The A320neo that will be returned have their leases originally expiring between 2028 and 2034.

"This agreement represents a significant milestone in our new strategy to improve the productivity of the airline by a disciplined rightsizing of our fleet. We are delighted AerCap will remain one of our largest lessors, and we look forward to expanding our partnership with an additional ten sale‑leaseback transactions," president and CEO Jimmy Dempsey said.

The airline said that the AerCap agreement and the Airbus deliveries' deferral will both be finalised during the first quarter of 2026. The carrier expects the two deals, together with other cost-saving measures, will generate cost savings of around USD200 million by 2027 - with the lease returns alone generating around USD90 million in annual rent savings - while reducing long-term annual capacity growth to around 10%.

"The update to our delivery profile and underlying growth rate helps to minimise the proportion of new market activity while supporting ongoing productivity and operational reliability.

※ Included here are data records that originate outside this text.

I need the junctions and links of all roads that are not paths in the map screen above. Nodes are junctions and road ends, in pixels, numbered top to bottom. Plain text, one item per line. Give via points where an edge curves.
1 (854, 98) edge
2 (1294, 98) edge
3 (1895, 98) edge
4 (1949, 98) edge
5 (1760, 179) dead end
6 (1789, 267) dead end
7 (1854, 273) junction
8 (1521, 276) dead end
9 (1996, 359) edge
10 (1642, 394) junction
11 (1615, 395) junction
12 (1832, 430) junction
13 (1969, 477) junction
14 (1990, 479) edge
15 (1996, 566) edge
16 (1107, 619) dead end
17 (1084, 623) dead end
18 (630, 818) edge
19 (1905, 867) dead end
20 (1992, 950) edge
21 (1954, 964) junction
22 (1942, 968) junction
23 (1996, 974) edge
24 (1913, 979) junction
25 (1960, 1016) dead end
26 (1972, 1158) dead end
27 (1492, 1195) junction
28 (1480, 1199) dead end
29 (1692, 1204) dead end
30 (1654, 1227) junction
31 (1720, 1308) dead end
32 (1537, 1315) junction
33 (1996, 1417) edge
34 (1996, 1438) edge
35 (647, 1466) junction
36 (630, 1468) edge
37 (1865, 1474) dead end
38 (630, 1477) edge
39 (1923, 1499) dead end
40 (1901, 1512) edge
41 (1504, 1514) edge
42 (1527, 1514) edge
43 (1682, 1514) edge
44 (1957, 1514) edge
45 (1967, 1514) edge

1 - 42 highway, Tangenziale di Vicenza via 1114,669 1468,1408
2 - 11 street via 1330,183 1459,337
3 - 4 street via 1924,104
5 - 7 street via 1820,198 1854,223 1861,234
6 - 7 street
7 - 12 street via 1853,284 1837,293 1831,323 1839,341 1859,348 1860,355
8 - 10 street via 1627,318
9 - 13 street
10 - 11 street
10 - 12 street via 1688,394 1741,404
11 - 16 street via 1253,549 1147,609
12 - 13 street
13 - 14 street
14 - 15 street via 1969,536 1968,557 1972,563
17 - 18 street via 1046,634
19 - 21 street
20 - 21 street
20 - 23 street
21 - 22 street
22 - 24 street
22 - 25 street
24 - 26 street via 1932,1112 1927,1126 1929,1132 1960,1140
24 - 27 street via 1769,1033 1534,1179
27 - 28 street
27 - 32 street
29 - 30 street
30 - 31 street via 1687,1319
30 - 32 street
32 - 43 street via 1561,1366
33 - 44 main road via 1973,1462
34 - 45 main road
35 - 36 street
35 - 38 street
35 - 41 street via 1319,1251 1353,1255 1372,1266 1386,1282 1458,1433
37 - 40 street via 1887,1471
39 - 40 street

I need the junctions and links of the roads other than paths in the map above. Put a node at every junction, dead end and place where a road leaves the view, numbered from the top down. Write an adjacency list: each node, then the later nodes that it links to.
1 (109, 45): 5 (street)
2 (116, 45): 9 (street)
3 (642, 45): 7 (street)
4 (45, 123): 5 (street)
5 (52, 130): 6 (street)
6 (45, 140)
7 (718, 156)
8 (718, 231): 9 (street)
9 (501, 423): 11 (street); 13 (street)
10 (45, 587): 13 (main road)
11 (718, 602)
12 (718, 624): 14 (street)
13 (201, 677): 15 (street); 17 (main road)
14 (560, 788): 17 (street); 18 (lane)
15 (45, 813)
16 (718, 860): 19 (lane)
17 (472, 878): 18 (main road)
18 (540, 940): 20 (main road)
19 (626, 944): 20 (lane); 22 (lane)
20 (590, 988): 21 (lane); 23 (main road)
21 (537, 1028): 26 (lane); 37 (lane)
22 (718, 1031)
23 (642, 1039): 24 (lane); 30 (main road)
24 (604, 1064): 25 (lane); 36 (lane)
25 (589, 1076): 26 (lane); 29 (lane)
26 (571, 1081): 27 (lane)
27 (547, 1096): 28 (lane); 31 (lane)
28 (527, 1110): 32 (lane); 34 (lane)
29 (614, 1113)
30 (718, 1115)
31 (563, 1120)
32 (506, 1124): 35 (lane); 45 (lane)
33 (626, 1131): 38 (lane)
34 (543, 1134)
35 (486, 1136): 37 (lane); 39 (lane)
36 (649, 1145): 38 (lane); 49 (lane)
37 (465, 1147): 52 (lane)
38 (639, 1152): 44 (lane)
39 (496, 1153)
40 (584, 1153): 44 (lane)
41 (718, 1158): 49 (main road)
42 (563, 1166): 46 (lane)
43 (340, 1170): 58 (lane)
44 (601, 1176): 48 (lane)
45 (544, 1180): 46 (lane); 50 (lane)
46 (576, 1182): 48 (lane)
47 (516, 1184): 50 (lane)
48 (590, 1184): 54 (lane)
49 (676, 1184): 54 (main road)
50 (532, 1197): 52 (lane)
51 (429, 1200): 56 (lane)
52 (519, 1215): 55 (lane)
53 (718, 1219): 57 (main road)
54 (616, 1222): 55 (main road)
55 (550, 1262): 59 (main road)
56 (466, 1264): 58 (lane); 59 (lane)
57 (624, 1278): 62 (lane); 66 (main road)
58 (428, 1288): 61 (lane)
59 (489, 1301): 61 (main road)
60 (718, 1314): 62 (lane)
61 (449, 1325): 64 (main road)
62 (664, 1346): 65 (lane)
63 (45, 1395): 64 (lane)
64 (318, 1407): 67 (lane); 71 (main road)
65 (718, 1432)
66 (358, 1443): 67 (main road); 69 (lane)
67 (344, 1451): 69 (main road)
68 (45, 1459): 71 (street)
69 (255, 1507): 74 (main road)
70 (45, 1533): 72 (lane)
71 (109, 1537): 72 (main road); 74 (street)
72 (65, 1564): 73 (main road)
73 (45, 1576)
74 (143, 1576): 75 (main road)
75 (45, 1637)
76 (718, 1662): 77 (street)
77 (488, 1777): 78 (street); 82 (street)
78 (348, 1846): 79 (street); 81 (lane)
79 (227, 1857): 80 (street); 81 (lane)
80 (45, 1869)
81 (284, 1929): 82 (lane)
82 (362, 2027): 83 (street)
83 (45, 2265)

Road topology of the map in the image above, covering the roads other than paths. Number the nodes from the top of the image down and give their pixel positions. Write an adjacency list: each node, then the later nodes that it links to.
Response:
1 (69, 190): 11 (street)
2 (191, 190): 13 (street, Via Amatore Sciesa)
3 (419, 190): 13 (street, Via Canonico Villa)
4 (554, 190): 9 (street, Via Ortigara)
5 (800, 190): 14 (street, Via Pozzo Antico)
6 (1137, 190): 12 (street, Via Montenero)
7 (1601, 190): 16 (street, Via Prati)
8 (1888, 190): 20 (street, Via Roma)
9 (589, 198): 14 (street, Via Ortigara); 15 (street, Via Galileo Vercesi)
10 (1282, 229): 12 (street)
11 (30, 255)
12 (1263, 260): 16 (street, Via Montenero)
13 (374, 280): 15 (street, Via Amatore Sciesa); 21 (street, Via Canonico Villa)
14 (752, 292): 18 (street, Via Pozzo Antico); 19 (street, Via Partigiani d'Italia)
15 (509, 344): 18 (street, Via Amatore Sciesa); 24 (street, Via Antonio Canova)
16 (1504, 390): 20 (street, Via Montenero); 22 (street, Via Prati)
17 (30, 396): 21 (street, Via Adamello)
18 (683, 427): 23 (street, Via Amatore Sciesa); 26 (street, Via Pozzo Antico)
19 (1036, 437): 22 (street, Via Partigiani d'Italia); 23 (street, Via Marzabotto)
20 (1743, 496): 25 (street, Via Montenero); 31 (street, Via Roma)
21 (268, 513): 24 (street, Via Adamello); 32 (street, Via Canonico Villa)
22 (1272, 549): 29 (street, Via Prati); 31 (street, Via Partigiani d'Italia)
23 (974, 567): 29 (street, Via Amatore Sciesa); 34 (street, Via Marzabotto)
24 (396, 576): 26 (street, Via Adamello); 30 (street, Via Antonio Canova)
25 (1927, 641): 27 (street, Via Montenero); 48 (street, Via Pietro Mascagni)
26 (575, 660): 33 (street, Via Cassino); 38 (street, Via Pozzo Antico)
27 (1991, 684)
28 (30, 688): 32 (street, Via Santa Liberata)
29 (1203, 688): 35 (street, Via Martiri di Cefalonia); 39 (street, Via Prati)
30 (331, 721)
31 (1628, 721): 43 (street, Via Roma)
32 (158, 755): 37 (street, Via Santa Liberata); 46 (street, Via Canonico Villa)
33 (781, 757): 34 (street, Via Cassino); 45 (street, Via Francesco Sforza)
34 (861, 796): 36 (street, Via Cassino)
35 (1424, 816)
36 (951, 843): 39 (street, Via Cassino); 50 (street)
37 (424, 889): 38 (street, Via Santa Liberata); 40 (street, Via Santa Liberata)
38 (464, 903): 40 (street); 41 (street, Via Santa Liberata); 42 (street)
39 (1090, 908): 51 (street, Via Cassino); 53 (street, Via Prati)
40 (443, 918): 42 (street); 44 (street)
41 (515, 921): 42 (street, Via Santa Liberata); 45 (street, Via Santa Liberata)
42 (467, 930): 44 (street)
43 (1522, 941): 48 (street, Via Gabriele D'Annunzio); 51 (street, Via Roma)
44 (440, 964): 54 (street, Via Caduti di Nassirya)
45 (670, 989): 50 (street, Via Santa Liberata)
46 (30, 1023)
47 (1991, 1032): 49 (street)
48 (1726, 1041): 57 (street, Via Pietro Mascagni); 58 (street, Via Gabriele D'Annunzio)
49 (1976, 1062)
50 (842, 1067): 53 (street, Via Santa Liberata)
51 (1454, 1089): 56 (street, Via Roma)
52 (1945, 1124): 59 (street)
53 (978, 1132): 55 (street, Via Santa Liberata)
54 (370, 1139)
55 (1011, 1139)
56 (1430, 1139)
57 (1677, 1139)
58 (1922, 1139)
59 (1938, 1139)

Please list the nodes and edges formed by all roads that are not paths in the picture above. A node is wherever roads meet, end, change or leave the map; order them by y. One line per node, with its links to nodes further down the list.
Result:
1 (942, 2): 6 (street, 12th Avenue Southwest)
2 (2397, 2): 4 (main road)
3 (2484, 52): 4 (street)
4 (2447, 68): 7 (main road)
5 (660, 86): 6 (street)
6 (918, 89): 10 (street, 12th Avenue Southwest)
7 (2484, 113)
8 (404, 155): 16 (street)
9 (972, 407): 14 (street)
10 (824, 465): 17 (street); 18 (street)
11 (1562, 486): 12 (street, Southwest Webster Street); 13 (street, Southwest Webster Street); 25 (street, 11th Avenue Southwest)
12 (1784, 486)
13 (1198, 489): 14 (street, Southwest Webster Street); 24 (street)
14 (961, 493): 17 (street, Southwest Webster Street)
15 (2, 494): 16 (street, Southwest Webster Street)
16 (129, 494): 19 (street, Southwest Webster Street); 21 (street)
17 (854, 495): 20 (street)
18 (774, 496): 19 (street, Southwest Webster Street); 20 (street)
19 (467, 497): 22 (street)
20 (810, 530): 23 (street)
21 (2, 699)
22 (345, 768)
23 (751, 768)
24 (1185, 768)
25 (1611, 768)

Our plan to rightsize the fleet directly contributes to my next strategic priority: strengthening our cost discipline," Dempsey said during a quarterly earnings call.

The low-cost carrier currently operates ninety A320-200Ns, of which 25 are leased from AerCap. The remainder of the type's fleet is sourced from 16 other lessors, according to ch-aviation data. While AerCap is the largest lessor for Frontier, BOC Aviation and Carlyle Aviation Partners also lease double-digit numbers of A320-200Ns to the airline (20 and 13, respectively).

Frontier Airlines also operates six A320-200s, twenty-one A321-200s, and sixty A321-200NX (including two dry-leased from AerCap). The LCC does not own any of the aircraft. The airline has firm orders for six additional A320-200Ns and 148 A321-200NX. It also plans to take at least 12 more A320-200Ns on lease from BOC Aviation.

The airline said it expected to keep the fleet size stable this year, as new deliveries will offset the 24 early lease returns.

The fleet optimisation comes amid recent reports of a potential Frontier-Spirit Airlines merger, which would allow the latter to exit its second Chapter 11 restructuring in a year. Frontier Airlines posted a USD137 million net loss for 2025.